EON Magazine is the official quarterly for EVE Online. It is a high-quality publication which enjoys access to many exclusive aspects of the game development process at CCP Games. Magazine editor Richie ‘Zapatero’ Shoemaker approached me with a view to writing an article in the last issue and I was privileged to be assigned the 8-page cover feature “EVE Rocks” (as seen in the sidebar of this blog). The article explores Lead Designer Kristopher ‘CCP Soundwave’ Touborg’s vision for the future developments of mining and industry as well as grand concepts like the introduction of collision detection and line-of-sight to EVE’s combat mechanics. Exciting stuff for the future of EVE.
I first met Diana Dial of EVE Time Code when she saved me from a horde of drunken Goons at EVE Fanfest 2011 and she has since become a genuine friend. I’ve often described her as the surrogate big sister of all EVE players – she has a genuine warmth and compassion for all us gaming nerds. She also sells time codes to enable those same nerds to play the games they love. Diana has invited me to explore the wider world of video gaming on her GameTimeZone site. There, I will be taking an irreverent look at gaming culture and technology in regular microblogs. It should be a comical and enlightening experience. Head over and tell me what I’m doing wrong.

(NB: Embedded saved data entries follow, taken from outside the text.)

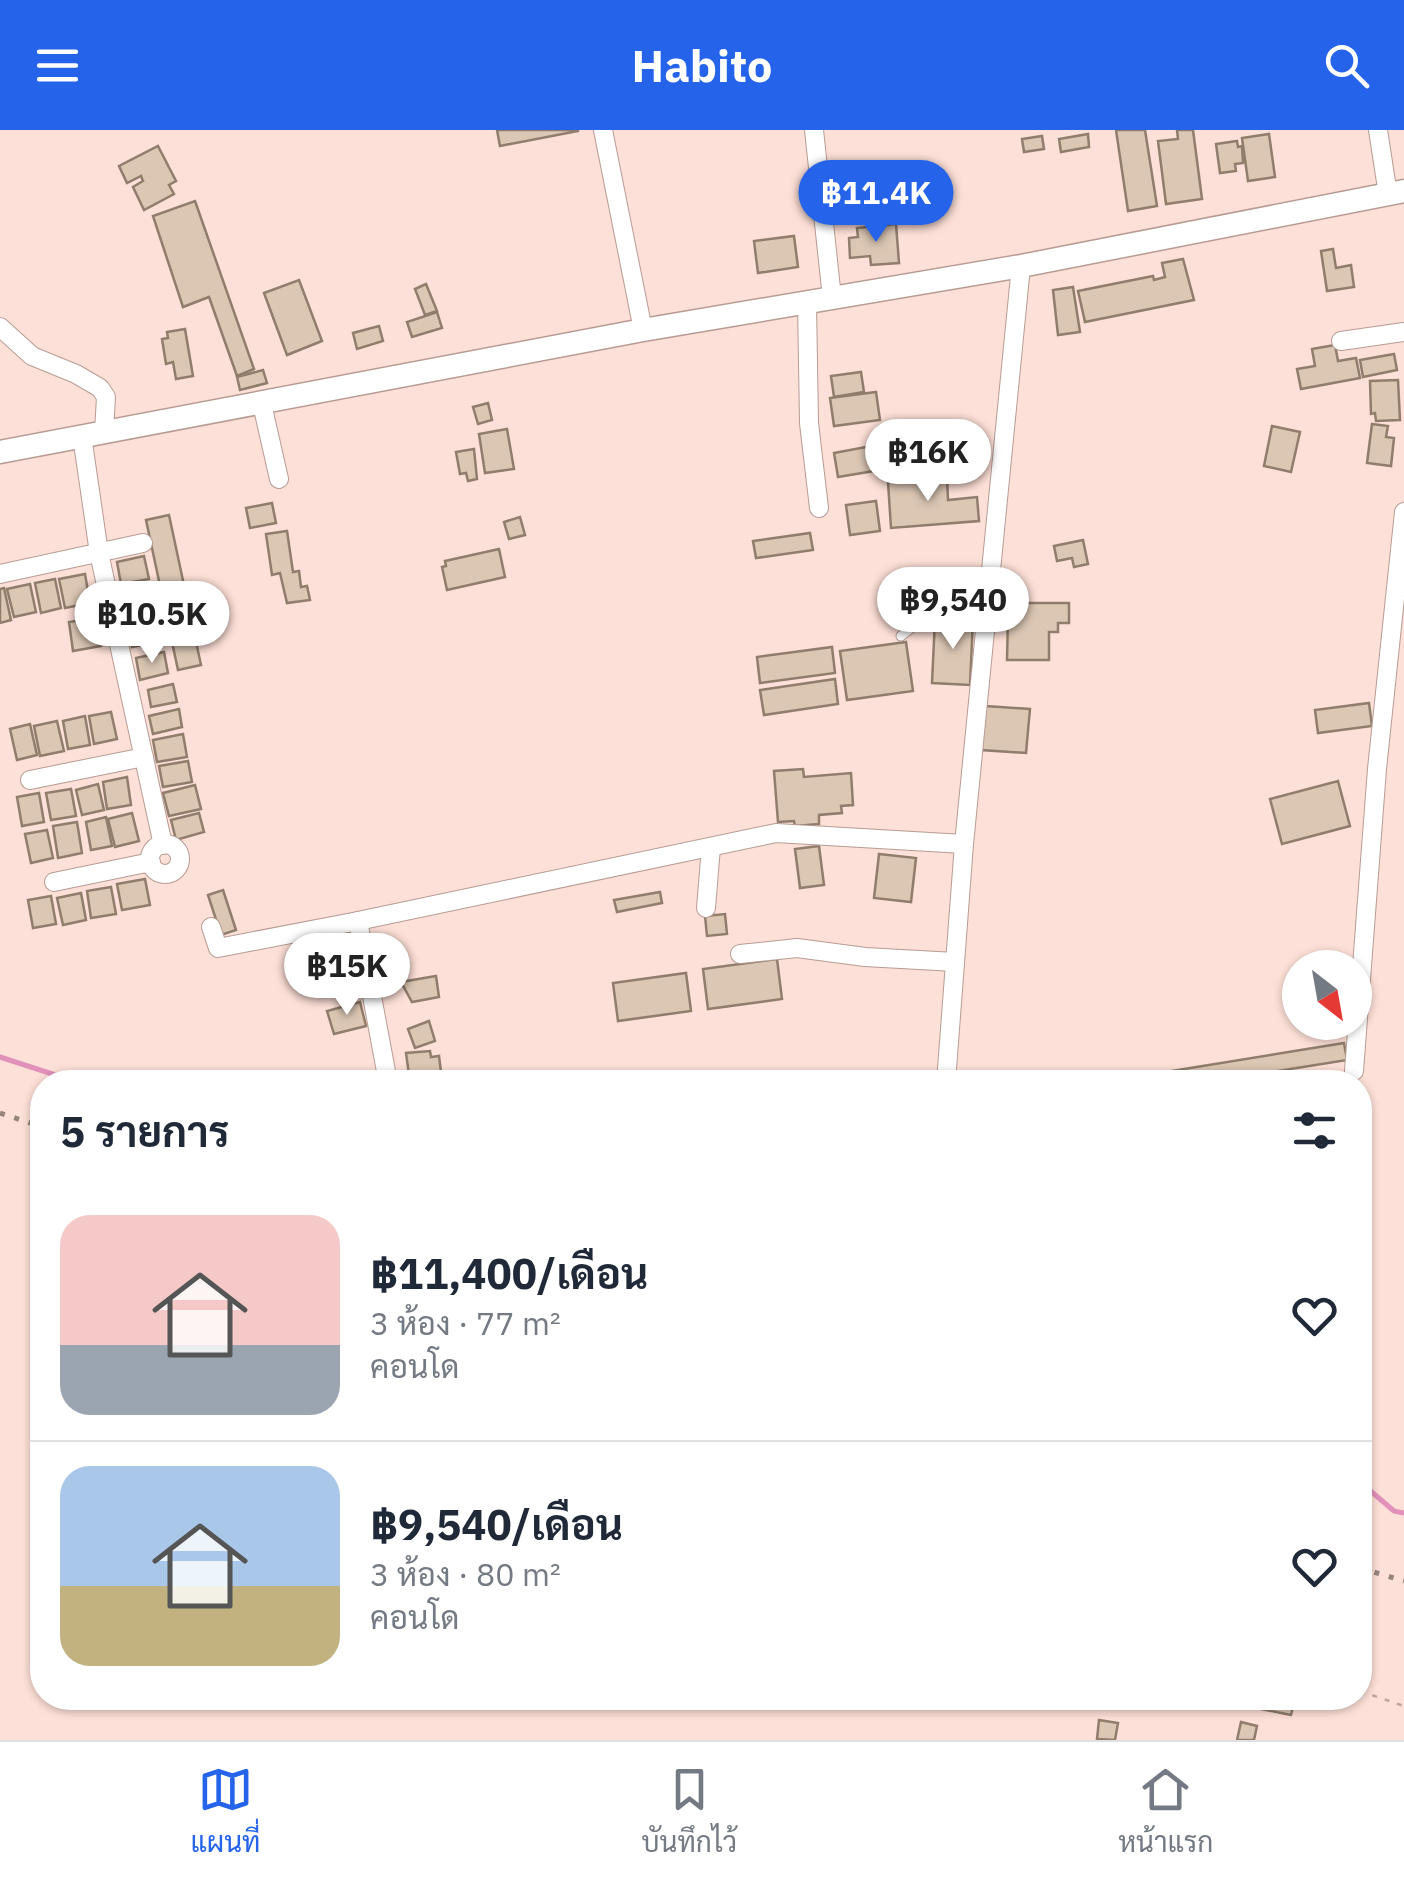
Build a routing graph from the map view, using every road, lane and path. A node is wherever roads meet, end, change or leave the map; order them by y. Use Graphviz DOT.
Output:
graph roads {
  1 [pos="604,130"];
  2 [pos="814,130"];
  3 [pos="1378,130"];
  4 [pos="1396,193"];
  5 [pos="1021,266"];
  6 [pos="832,298"];
  7 [pos="806,302"];
  8 [pos="0,327"];
  9 [pos="643,330"];
  10 [pos="1404,332"];
  11 [pos="1341,342"];
  12 [pos="262,404"];
  13 [pos="93,434"];
  14 [pos="0,452"];
  15 [pos="280,479"];
  16 [pos="819,508"];
  17 [pos="1404,512"];
  18 [pos="143,543"];
  19 [pos="99,554"];
  20 [pos="0,574"];
  21 [pos="987,608"];
  22 [pos="901,636"];
  23 [pos="144,756"];
  24 [pos="30,780"];
  25 [pos="964,844"];
  26 [pos="163,845"];
  27 [pos="711,846"];
  28 [pos="151,862"];
  29 [pos="54,882"];
  30 [pos="706,908"];
  31 [pos="358,921"];
  32 [pos="211,927"];
  33 [pos="740,954"];
  34 [pos="955,962"];
  35 [pos="386,1070"];
  36 [pos="947,1070"];
  37 [pos="1354,1070"];
  38 [pos="1372,1694"];
  39 [pos="1404,1706"];
  1 -- 9 [label="street"];
  2 -- 6 [label="street"];
  3 -- 4 [label="street"];
  4 -- 5 [label="street"];
  5 -- 6 [label="street"];
  5 -- 21 [label="street"];
  6 -- 7 [label="street"];
  7 -- 9 [label="street"];
  7 -- 16 [label="street"];
  8 -- 13 [label="street"];
  9 -- 12 [label="street"];
  10 -- 11 [label="street"];
  12 -- 13 [label="street"];
  12 -- 15 [label="street"];
  13 -- 14 [label="street"];
  13 -- 19 [label="street"];
  17 -- 37 [label="street"];
  18 -- 19 [label="street"];
  19 -- 20 [label="street"];
  19 -- 23 [label="street"];
  21 -- 22 [label="lane"];
  21 -- 25 [label="street"];
  23 -- 24 [label="street"];
  23 -- 26 [label="street"];
  25 -- 27 [label="street"];
  25 -- 34 [label="street"];
  26 -- 28 [label="street"];
  26 -- 28 [label="street"];
  27 -- 30 [label="street"];
  27 -- 31 [label="street"];
  28 -- 29 [label="street"];
  31 -- 32 [label="street"];
  31 -- 35 [label="street"];
  33 -- 34 [label="street"];
  34 -- 36 [label="street"];
  38 -- 39 [label="path"];
}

What Hopes for the Future?
Now I am clear of my NHS affiliation and my time is my own, I hope to expand my writing portfolio further with whatever opportunities come my way. I also plan to finish writing my first novel – a dark quasi-science-fiction thriller based on my ambulance service experience. I will continue to enjoy my relationship with the EVE Online community that has nurtured/endured me this far and one day I might even learn how to play the game properly. Until then I’ll be quite content to write about how I’m still playing it wrong after all these years.